Thursday, May 17, 2012


My review of LULLABY first appeared in Shelf Awareness for Readers, and I am reprinting it here with their permission. 

First line: "I spotted the girl even before she knocked on my door."

The first Spenser novel penned by someone other than Robert B. Parker will undoubtedly face a high level of scrutiny. Ace AtkinsLullaby will stand up to any level.

The woman who walks into private investigator Spenser’s office is fourteen-year-old Mattie Sullivan looking to set the record straight on her mother’s murder four years earlier. Mattie is convinced the wrong man was convicted, but the combination of Mattie’s age, her mother’s history of drug addition and prostitution, as well as the evidence against the convicted man all cause the police to turn a deaf ear. Spenser listens and soon finds himself embroiled in the dark element of Boston no one’s willing to talk about.

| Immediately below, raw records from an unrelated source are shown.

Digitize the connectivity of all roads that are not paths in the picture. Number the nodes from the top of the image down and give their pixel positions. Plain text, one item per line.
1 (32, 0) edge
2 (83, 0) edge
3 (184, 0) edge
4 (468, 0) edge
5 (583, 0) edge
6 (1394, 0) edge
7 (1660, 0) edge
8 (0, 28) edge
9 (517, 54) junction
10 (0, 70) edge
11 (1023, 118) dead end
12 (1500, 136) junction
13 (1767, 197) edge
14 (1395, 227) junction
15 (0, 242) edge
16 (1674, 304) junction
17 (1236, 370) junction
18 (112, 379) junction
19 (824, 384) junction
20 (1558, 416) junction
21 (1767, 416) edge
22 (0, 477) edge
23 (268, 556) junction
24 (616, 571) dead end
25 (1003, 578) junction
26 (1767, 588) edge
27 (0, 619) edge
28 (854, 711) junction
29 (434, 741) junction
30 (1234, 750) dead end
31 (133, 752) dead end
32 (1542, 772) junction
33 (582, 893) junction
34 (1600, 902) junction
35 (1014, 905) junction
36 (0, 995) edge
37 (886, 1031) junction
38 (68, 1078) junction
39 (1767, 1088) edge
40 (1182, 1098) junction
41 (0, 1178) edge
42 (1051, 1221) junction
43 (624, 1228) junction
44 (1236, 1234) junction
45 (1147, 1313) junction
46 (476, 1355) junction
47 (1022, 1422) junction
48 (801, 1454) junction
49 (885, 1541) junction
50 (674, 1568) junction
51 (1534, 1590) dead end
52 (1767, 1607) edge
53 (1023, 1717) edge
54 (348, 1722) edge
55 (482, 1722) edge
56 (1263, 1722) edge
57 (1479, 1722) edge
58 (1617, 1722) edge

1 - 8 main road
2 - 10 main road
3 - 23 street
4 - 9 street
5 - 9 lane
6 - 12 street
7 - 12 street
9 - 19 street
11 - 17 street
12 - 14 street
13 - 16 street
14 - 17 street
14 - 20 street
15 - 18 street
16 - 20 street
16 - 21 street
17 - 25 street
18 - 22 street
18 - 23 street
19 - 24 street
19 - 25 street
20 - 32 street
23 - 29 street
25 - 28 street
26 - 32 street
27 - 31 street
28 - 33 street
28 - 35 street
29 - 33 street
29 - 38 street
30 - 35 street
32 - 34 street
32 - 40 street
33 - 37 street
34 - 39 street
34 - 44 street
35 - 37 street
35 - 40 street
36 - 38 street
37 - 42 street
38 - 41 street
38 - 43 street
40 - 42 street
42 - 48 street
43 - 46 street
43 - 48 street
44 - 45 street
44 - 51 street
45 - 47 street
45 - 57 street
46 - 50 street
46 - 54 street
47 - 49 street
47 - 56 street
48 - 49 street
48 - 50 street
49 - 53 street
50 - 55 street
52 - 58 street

Atkins has proven himself an exceptionally talented writer through his own works, including his most recent Quinn Colson series; Lullaby verifies he’s only shown a fraction of his abilities to date. Taking the essence of all that made Spenser an iconic figure in the P.I. genre, Atkins adds an arresting new chapter in the wisecracking, food-loving, former boxer’s biography.

The dialogue follows in the vein of Parker: sharp, witty, engaging. Relationship dynamics will pull readers into more than just the plot, they will pull readers into the lives of the characters. And Atkins remains true to all of Parker’s characters including Spenser’s regular supporting cast: Susan, Rita, Hawk and Quirk.

Especially impressive is Atkins’ sense of Boston. Unlike Parker, Atkins is not a native, but that doesn’t impair his ability to give it as much life as one of the characters.

Taking on the challenge of continuing the much-loved Spenser series is a daunting task. Ace Atkins responds with a knock-out punch in round one. Parker would most definitely approve.

Extra note: I don't know that 250 (or in my wordy case 280) words can do justice to how wonderful I felt this book was. I was skeptical, and Atkins won me over on page one. The dialogue is simply priceless - reflecting character, expressing humor, evoking emotion:

"You think Broz did the shooting in Dorchester?" I asked.
"Yep," Hawk said. "Course, he didn't pull the trigger. You think Gerry knows one end of the gun from the other?"
"Probably not."
"Leaves us with Red and Moon."
"Bad guys," I said.
"We been up against much badder," Hawk said. "Those boys still minor-league."
"And Jack Flynn?"
"Jack Flynn is on the thug all-star team."

And Atkins doesn't include a dialogue tag in every line. The interaction between characters should be a textbook lesson. It's art. Whether you're a long-time Spenser fan or you haven't ever picked up one of the books, you'll enjoy Lullaby. Don't miss this one!

Robert B. Parker's Lullaby is available in hardcover from Putnam (ISBN: 9780399158032) and on audio from Random House Audio (ISBN: 9780307987730), narrated by long-time series narrator, Joe Mantegna.


picky May 17, 2012 at 10:17 AM  

I've been so so nervous about this book because I love Parker's spare writing so much. Thanks for including some quotes because that's probably the only reason I'll pick this one up. *Sigh* I love Spenser and Hawk.

Naomi Johnson May 17, 2012 at 6:40 PM  

Jen, yours is the second review I've seen and both say Atkins nails it. I'm glad, for his sake as well as for fans of Spenser. Me, I'm holding out for Atkins' new Quinn Colson book at the end of this month.